J’ai dit, je répète et je répéterai peut-être une chose dont je suis tous les jours plus pénétré; c’est que si jamais enfant reçut une éducation raisonnable et saine, ç’a été moi. Né dans une famille que ses mœurs distinguaient du peuple, je n’avais reçu que des leçons de sagesse et des exemples d’honneur de tous mes parents. Mon père, quoique homme de plaisir, avait non seulement une probité sûre, mais beaucoup de religion. Galant homme dans le monde et chrétien dans l’intérieur, il m’avait inspiré de bonne heure les sentiments dont il était pénétré. De mes trois tantes, toutes sages et vertueuses, les deux aînées étaient dévotes, et la troisième, fille à la fois pleine de grâces, d’esprit et de sens, l’était peut-être encore plus qu’elles, quoique avec moins d’ostentation. Du sein de cette estimable famille, je passai chez M. Lambercier, qui, bien qu’homme d’Église et prédicateur, était croyant en dedans et faisait presque aussi bien qu’il disait. Sa sœur et lui cultivèrent, par des instructions douces et judicieuses, les principes de piété qu’ils trouvèrent dans mon cœur. Ces dignes gens employèrent pour cela des moyens si vrais, si discrets, si raisonnables, que, loin de m’ennuyer au sermon, je n’en sortais jamais sans être intérieurement touché et sans faire des résolutions de bien vivre, auxquelles je manquais rarement en y pensant.
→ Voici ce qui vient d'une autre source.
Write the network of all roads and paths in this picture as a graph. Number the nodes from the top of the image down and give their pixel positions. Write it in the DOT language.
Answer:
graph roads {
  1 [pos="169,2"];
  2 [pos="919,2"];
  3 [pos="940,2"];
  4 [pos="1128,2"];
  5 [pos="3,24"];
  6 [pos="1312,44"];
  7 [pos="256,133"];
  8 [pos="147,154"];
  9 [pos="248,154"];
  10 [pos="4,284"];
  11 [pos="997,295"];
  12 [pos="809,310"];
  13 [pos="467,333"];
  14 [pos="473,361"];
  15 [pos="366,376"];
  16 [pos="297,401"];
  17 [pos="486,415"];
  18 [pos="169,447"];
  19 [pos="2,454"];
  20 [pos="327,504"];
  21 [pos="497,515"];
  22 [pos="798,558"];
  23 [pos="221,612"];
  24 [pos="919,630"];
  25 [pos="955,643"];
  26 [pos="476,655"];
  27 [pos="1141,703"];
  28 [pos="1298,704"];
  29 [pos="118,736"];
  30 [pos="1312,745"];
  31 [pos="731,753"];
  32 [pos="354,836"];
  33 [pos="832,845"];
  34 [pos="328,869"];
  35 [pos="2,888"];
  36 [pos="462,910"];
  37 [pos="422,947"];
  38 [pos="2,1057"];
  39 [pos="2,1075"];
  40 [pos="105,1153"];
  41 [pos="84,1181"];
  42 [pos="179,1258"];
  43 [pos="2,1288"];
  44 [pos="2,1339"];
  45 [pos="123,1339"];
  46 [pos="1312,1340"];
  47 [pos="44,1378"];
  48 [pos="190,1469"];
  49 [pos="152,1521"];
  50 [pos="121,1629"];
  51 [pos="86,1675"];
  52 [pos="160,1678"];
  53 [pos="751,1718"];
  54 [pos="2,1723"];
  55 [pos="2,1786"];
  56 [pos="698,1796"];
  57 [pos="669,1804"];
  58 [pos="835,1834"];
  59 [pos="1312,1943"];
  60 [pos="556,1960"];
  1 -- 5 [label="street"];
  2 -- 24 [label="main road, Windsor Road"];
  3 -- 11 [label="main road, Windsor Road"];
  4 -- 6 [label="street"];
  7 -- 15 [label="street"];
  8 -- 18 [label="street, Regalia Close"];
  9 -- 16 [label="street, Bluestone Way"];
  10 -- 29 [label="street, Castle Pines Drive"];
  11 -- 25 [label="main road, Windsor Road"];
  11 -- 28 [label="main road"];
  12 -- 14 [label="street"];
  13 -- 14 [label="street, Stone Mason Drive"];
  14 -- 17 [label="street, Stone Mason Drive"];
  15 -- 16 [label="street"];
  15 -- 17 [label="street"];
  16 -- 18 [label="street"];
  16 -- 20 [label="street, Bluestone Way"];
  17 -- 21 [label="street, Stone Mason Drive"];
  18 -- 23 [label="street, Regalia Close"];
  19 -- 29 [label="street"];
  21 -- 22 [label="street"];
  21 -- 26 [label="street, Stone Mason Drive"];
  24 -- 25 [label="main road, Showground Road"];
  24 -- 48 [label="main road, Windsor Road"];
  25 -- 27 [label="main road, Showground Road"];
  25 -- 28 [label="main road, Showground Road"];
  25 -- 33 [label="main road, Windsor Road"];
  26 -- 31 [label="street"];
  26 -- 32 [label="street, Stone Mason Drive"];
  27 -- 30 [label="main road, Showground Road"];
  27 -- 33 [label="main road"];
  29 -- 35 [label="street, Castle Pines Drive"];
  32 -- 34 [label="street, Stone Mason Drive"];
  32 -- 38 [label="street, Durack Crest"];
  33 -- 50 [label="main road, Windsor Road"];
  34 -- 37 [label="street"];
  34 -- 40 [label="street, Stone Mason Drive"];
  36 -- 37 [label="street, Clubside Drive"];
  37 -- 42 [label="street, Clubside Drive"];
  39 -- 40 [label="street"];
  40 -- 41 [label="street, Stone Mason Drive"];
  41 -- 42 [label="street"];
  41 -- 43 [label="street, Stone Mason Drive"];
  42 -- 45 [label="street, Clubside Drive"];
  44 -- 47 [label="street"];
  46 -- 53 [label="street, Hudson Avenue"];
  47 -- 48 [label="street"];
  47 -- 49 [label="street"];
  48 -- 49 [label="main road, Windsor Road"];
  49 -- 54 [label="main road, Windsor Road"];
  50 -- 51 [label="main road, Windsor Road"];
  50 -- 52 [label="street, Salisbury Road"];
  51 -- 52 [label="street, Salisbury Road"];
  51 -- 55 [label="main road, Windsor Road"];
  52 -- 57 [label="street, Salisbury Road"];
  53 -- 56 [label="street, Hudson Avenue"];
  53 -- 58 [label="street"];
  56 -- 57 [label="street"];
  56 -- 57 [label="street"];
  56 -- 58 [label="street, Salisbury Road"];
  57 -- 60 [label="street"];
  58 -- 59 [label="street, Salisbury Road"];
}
Chez ma tante Bernard la dévotion m’ennuyait un peu plus, parce qu’elle en faisait un métier. Chez mon maître je n’y pensais plus guère, sans pourtant penser différemment.

Je ne trouvai point de jeunes gens qui me pervertissent. Je devins polisson, mais non libertin.

J’avais donc de la religion tout ce qu’un enfant à l’âge où j’étais en pouvait avoir. J’en avais même davantage, car pourquoi déguiser ici ma pensée? Mon enfance ne fut point d’un enfant; je sentis, je pensai toujours en homme. Ce n’est qu’en grandissant que je suis rentré dans la classe ordinaire; en naissant, j’en étais sorti. L’on rira de me voir me donner modestement pour un prodige. Soit: mais quand on aura bien ri, qu’on trouve un enfant qu’à six ans les romans attachent, intéressent, transportent au point d’en pleurer à chaudes larmes; alors je sentirai ma vanité ridicule, et je conviendrai que j’ai tort.